I do see some interesting things occurring though. The US equities indices appear to be holding footing with strong inflows from retail investors to mutual funds and a decent amount of buying on dips. These are conflicting signals in my mind, the former signaling a top the latter showing decent support at certain levels. The remaining drag on growth in this sector has to be the 'jobless recovery', I think any boost in employment will do a great deal in continuing this rally. Inflation concerns are abound and could eat into margins, which would be very bad because this rally largely was due to a reduction in expenses versus revenue growth. If we see jobs and top line growth, rally extends in a major way.

Staring us in the face across markets, inflation, the word of 2011 in the markets so far. Risk free rates are steadily climbing because of this and action in commodities markets seems embroiled in it as well. It is sort of a transition period for investors in my opinion. We saw the all-out yield search that saw a fixed income bonanza in 2009 and brought high yield market prices to near generational highs in 2010, and now we are seeing some allocation rotation in a still low-yield environment. The inflation protection is going to have to come from somewhere given the firm expectations for inflation.

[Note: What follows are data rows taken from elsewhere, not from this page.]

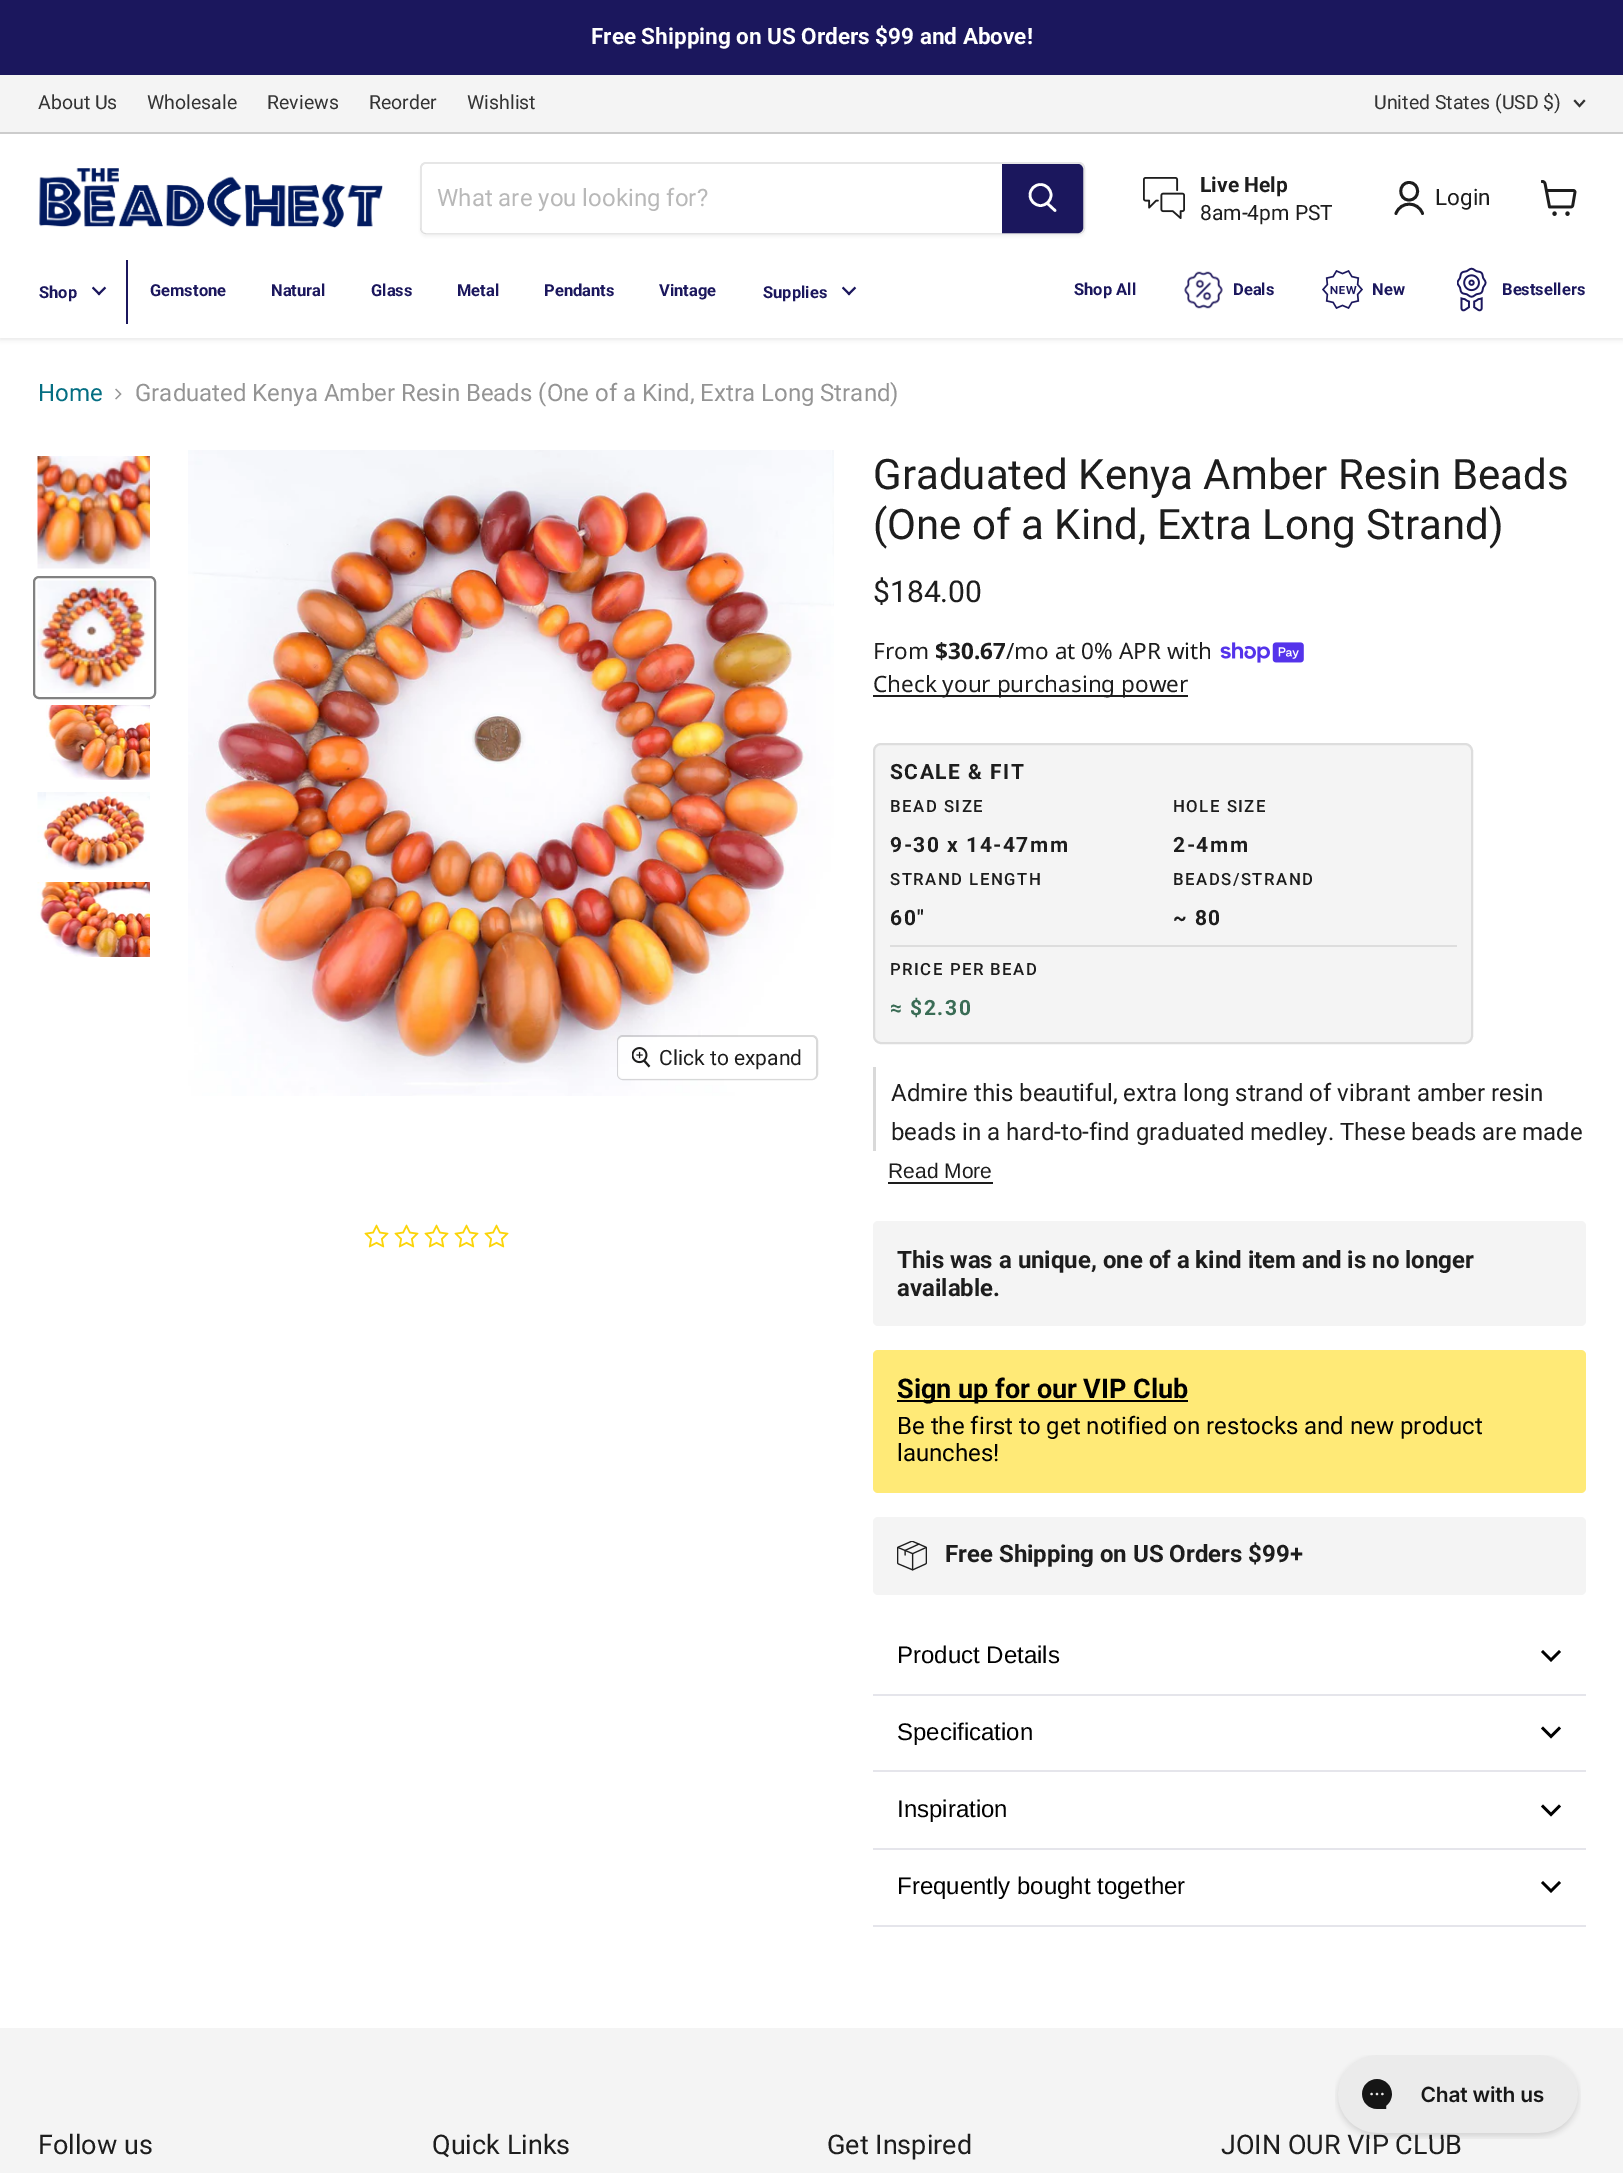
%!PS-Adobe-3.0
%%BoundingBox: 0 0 1623 2173
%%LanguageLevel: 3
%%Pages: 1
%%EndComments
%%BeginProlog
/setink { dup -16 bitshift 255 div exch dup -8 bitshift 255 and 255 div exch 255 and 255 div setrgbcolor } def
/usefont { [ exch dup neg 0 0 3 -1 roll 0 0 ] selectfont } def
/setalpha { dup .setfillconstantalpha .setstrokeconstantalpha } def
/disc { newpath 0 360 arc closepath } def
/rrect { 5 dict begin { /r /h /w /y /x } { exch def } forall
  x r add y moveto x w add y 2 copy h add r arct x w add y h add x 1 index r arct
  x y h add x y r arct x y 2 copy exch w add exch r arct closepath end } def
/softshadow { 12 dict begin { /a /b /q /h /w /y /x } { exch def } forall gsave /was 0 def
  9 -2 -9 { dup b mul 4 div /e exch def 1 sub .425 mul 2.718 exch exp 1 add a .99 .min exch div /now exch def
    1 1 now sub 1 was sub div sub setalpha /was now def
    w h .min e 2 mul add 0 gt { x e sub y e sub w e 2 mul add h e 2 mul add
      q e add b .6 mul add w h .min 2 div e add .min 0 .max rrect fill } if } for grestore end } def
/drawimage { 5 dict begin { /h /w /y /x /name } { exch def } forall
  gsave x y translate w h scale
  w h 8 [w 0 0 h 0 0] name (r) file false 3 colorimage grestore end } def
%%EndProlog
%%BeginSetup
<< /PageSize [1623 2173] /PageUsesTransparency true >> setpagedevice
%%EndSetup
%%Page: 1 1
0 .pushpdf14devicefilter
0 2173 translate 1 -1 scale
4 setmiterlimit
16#FFFFFF setink
0 0 1623 2173 rectfill
16#1B175D setink
0 0 1623 75 rectfill
/Roboto-Bold 22.5 usefont
16#FFFFFF setink
591 44 moveto (Free Shipping on US Orders $99 and Above!) show
16#808080 setink
0 135 1623 204 0 3 0.25 softshadow
16#F4F4F4 setink
0 75 1623 57 rectfill
16#CCCCCC setink
0 132 1623 2 rectfill
/Roboto-Regular 19.5 usefont
16#333333 setink
[
    [(About Us) 38 109]
    [(Wholesale) 147 109]
    [(Reviews) 267 109]
    [(Reorder) 369 109]
    [(Wishlist) 467 109]
    [(United States \(USD $\)) 1374 109]
] { aload pop moveto show } forall
1.9 setlinewidth
2 setlinecap
1579.5 106 moveto 1584 101 lineto 1579.5 106 moveto 1575 101 lineto stroke
16#FFFFFF setink
0 134 1623 204 rectfill
(img1.raw) 39 168 344 60 drawimage
gsave
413 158 moveto 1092 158 lineto 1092 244 lineto 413 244 lineto closepath 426 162 moveto 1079 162 lineto 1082.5 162 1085 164.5 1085 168 curveto 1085 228 lineto 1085 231.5 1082.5 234 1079 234 curveto 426 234 lineto 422.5 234 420 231.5 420 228 curveto 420 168 lineto 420 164.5 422.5 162 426 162 curveto closepath eoclip newpath
16#808080 setink
420 165 665 72 6 2 0.11 softshadow
grestore
0.2 setalpha
16#808080 setink
2 setlinewidth
0 setlinecap
421 163 663 70 5 rrect stroke
1 setalpha
16#FFFFFF setink
427 164 moveto 1002 164 lineto 1002 233 lineto 427 233 lineto 424 233 422 231 422 228 curveto 422 169 lineto 422 166 424 164 427 164 curveto closepath fill
/Roboto-Regular 24 usefont
16#B8B8B8 setink
437 206 moveto (What are you looking for?) show
16#1B175D setink
1003 165 moveto 1078 165 lineto 1080 165 1082 167 1082 169 curveto 1082 228 lineto 1082 230 1080 232 1078 232 curveto 1003 232 lineto closepath gsave fill grestore
stroke
16#FFFFFF setink
2.6 setlinewidth
1 setlinecap
1055 210.5 moveto 1047.5 203.5 lineto stroke
0 setlinecap
1040.5 195 10.5 disc stroke
(img2.raw) 1143 177 42 42 drawimage
/Roboto-Bold 21 usefont
16#1D1D1D setink
1200 192 moveto (Live Help) show
/Roboto-Regular 21 usefont
1200 220 moveto (8am-4pm PST) show
2.8 setlinewidth
1 setlinecap
1 setlinejoin
1409 200 moveto 1420.5 200 1420.5 182.5 1409 182.5 curveto 1398 182.5 1398 200 1409 200 curveto closepath 1422.5 213.5 moveto 1418 201 1400.5 201 1396 213.5 curveto stroke
/Roboto-Regular 22.5 usefont
1435 205 moveto (Login) show
(img3.raw) 1541 180 36 36 drawimage
16#1B175D setink
126 260 2 66 rectfill
16#FFFFFF setink
126 324 2 2 rectfill
/Roboto-Bold 16.5 usefont
16#1B175D setink
39 298 moveto (Shop) show
(img4.raw) 92 286 15 10 drawimage
[
    [(Gemstone) 150 296]
    [(Natural) 271 296]
    [(Glass) 371 296]
    [(Metal) 457 296]
    [(Pendants) 544 296]
    [(Vintage) 659 296]
    [(Supplies) 763 298]
] { aload pop moveto show } forall
(img4.raw) 842 286 15 10 drawimage
1074 295 moveto (Shop All) show
(img5.raw) 1184 271 39 38 drawimage
1233 295 moveto (Deals) show
(img6.raw) 1322 270 41 39 drawimage
1372 295 moveto (New) show
(img7.raw) 1457 267 30 45 drawimage
1502 295 moveto (Bestsellers) show
/Roboto-Regular 24 usefont
16#046E82 setink
38 401 moveto (Home) show
(img8.raw) 115 388 7 12 drawimage
16#949494 setink
135 401 moveto (Graduated Kenya Amber Resin Beads \(One of a Kind, Extra Long Strand\)) show
(img9.raw) 37 456 113 113 drawimage
16#818181 setink
2 setlinewidth
0 setlinecap
0 setlinejoin
34 577 121 121 5 rrect stroke
(img10.raw) 37 580 113 113 drawimage
(img11.raw) 46 705 104 75 drawimage
(img12.raw) 37 792 113 78 drawimage
(img13.raw) 37 882 113 75 drawimage
(img14.raw) 188 450 646 646 drawimage
0.15 setalpha
16#000000 setink
618 1036 199 43 5 rrect stroke
0.9 setalpha
16#FFFFFF setink
618 1037 198 42 5 rrect fill
1 setalpha
(img15.raw) 632 1047 19 21 drawimage
/Roboto-Regular 21 usefont
16#1D1D1D setink
659 1065 moveto (Click to expand) show
(img16.raw) 364 1224 25 24 drawimage
(img16.raw) 394 1224 25 24 drawimage
(img16.raw) 424 1224 25 24 drawimage
(img16.raw) 454 1224 25 24 drawimage
(img16.raw) 484 1224 25 24 drawimage
/Roboto-Regular 42 usefont
873 489 moveto (Graduated Kenya Amber Resin Beads) show
873 539 moveto (\(One of a Kind, Extra Long Strand\)) show
/Roboto-Regular 30 usefont
873 602 moveto ($184.00) show
/NotoSans-Regular 22.5 usefont
873 659 moveto (From) show
/NotoSans-Bold 22.5 usefont
935 659 moveto ($30.67) show
/NotoSans-Regular 22.5 usefont
1006 659 moveto (/mo at 0% APR with) show
(img17.raw) 1220 642 84 21 drawimage
873 695 315 2 rectfill
873 692 moveto (Check your purchasing power) show
16#F4F4F4 setink
874 744 598 299 7 rrect gsave fill grestore
16#DDDDDD setink
stroke
/Roboto-Bold 21 usefont
16#1D1D1D setink
890 779 moveto 1.5 0 (SCALE & FIT) ashow
16#DDDDDD setink
890 945 567 2 rectfill
/Roboto-Medium 16.75 usefont
16#1D1D1D setink
890 812 moveto 1.5 0 (BEAD SIZE) ashow
/Roboto-Bold 21 usefont
890 852 moveto 1.5 0 (9-30 x 14-47mm) ashow
/Roboto-Medium 16.75 usefont
1173 812 moveto 1.5 0 (HOLE SIZE) ashow
/Roboto-Bold 21 usefont
1173 852 moveto 1.5 0 (2-4mm) ashow
/Roboto-Medium 16.75 usefont
890 885 moveto 1.5 0 (STRAND LENGTH) ashow
/Roboto-Bold 21 usefont
890 925 moveto 1.5 0 (60") ashow
/Roboto-Medium 16.75 usefont
1173 885 moveto 1.5 0 (BEADS/STRAND) ashow
/Roboto-Bold 21 usefont
1173 925 moveto 1.5 0 (~ 80) ashow
/Roboto-Medium 16.75 usefont
890 975 moveto 1.5 0 (PRICE PER BEAD) ashow
/Roboto-Bold 21 usefont
16#3A6C55 setink
890 1015 moveto 1.5 0 (≈ $2.30) ashow
16#D9D9D9 setink
873 1067 3 84 rectfill
/Roboto-Regular 24 usefont
16#1D1D1D setink
891 1101 moveto (Admire this beautiful, extra long strand of vibrant amber resin) show
891 1140 moveto (beads in a hard-to-find graduated medley. These beads are made) show
888 1182 105 2 rectfill
/LiberationSans-Regular 21 usefont
888 1178 moveto (Read More) show
16#F4F4F4 setink
873 1221 713 105 5 rrect fill
/Roboto-Bold 24 usefont
16#1D1D1D setink
897 1268 moveto (This was a unique, one of a kind item and is no longer) show
897 1296 moveto (available.) show
16#FFEA77 setink
873 1350 713 143 5 rrect fill
16#000000 setink
897 1400 291 2 rectfill
/Roboto-Bold 27 usefont
897 1398 moveto (Sign up for our VIP Club) show
/Roboto-Regular 24 usefont
897 1434 moveto (Be the first to get notified on restocks and new product) show
897 1461 moveto (launches!) show
16#F4F4F4 setink
873 1517 713 78 5 rrect fill
(img18.raw) 897 1541 30 30 drawimage
/Roboto-Bold 24 usefont
16#1D1D1D setink
945 1562 moveto (Free Shipping on US Orders $99+) show
16#E5E5EB setink
873 1694 713 2 rectfill
/LiberationSans-Regular 24 usefont
16#000000 setink
897 1663 moveto (Product Details) show
2.6 setlinewidth
2 setlinecap
1551 1660 moveto 1559 1652 lineto 1551 1660 moveto 1543 1652 lineto stroke
16#E5E5EB setink
873 1770 713 2 rectfill
16#000000 setink
897 1740 moveto (Specification) show
1551 1736.5 moveto 1559 1728.5 lineto 1551 1736.5 moveto 1543 1728.5 lineto stroke
16#E5E5EB setink
873 1848 713 2 rectfill
16#000000 setink
897 1817 moveto (Inspiration) show
1551 1814.5 moveto 1559 1806.5 lineto 1551 1814.5 moveto 1543 1806.5 lineto stroke
16#E5E5EB setink
873 1925 713 2 rectfill
16#000000 setink
897 1894 moveto (Frequently bought together) show
1551 1891 moveto 1559 1883 lineto 1551 1891 moveto 1543 1883 lineto stroke
16#F4F4F4 setink
0 2028 1623 145 rectfill
/Roboto-Regular 27 usefont
16#1D1D1D setink
1221 2154 moveto (JOIN OUR VIP CLUB) show
(img19.raw) 1335 2055 246 84 drawimage
[
    [(Follow us) 38 2154]
    [(Quick Links) 432 2154]
    [(Get Inspired) 827 2154]
] { aload pop moveto show } forall
.poppdf14devicefilter showpage
%%EOF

At least some level-headed certainty has been regained with the extension of tax cuts and an apparent taming of over-reactionary policy shifts (are there any other kinds?). With a veritable stalemate in Congress, economic growth can occur, because so often it is better for them to do nothing and let the market equilibriate than to interfere.

It remains unclear to me what my mandate is for my contributions to this collaborative effort, but this was a snapshot of a few things I see as relevant at the moment. Feel free to point out flaws in my logic, which I'm sure there are some, because I'd like to learn something as well.